How has your participation in events like the Dubai AI & Web3 Festival influenced your company’s strategy or approach to innovation?

The Dubai AI & Web3 Festival has had a profound impact on our strategy and approach to innovation. Engaging with leaders in the AI and Web3 spaces has reinforced the need for us to remain agile and open to new technological advancements. The feedback we received from our Metaverse VR experience and the unveiling of the ‘Golden Khmer Flower Of Life’ has encouraged us to pursue more immersive and interactive digital experiences.
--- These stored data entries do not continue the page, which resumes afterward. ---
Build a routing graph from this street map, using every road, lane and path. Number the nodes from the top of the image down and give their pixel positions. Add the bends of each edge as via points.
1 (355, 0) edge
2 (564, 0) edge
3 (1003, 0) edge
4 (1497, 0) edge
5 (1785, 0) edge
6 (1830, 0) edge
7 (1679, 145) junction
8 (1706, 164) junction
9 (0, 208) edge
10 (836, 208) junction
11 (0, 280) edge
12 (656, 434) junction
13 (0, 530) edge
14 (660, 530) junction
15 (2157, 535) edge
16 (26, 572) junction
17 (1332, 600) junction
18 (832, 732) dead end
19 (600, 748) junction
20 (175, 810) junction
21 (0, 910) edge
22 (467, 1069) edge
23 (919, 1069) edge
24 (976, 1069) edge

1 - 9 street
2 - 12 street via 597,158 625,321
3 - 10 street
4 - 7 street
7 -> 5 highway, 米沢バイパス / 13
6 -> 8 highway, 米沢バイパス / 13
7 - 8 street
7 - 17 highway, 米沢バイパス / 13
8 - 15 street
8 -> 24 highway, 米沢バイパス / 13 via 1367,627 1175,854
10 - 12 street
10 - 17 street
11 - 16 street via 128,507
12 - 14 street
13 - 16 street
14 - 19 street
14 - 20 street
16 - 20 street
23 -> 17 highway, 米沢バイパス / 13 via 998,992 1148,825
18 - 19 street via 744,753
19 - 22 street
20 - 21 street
Our strategy now places a stronger emphasis on integrating these innovations into our core offerings and expanding our presence in the Web3 space.

What key milestones are your company targeting over the next 2-3 years in the AI and Web3 sectors?

In the next 2-3 years, Public Masterpiece is focused on achieving several key milestones. First, we aim to fully launch our gallery in Q1 2025, where we will showcase our tokenized masterpieces. We also plan to deepen our integration with Web3 technologies by expanding the range of tokenized Real-World Assets, including art, fashion, and historical artifacts. Collaborations with artists and brands like Rocketbyz and Golden Silk will be key to our growth. Additionally, we are exploring new ways to enhance the Metaverse VR experience, making art more accessible in the digital space while continuing to grow our marketplace and community.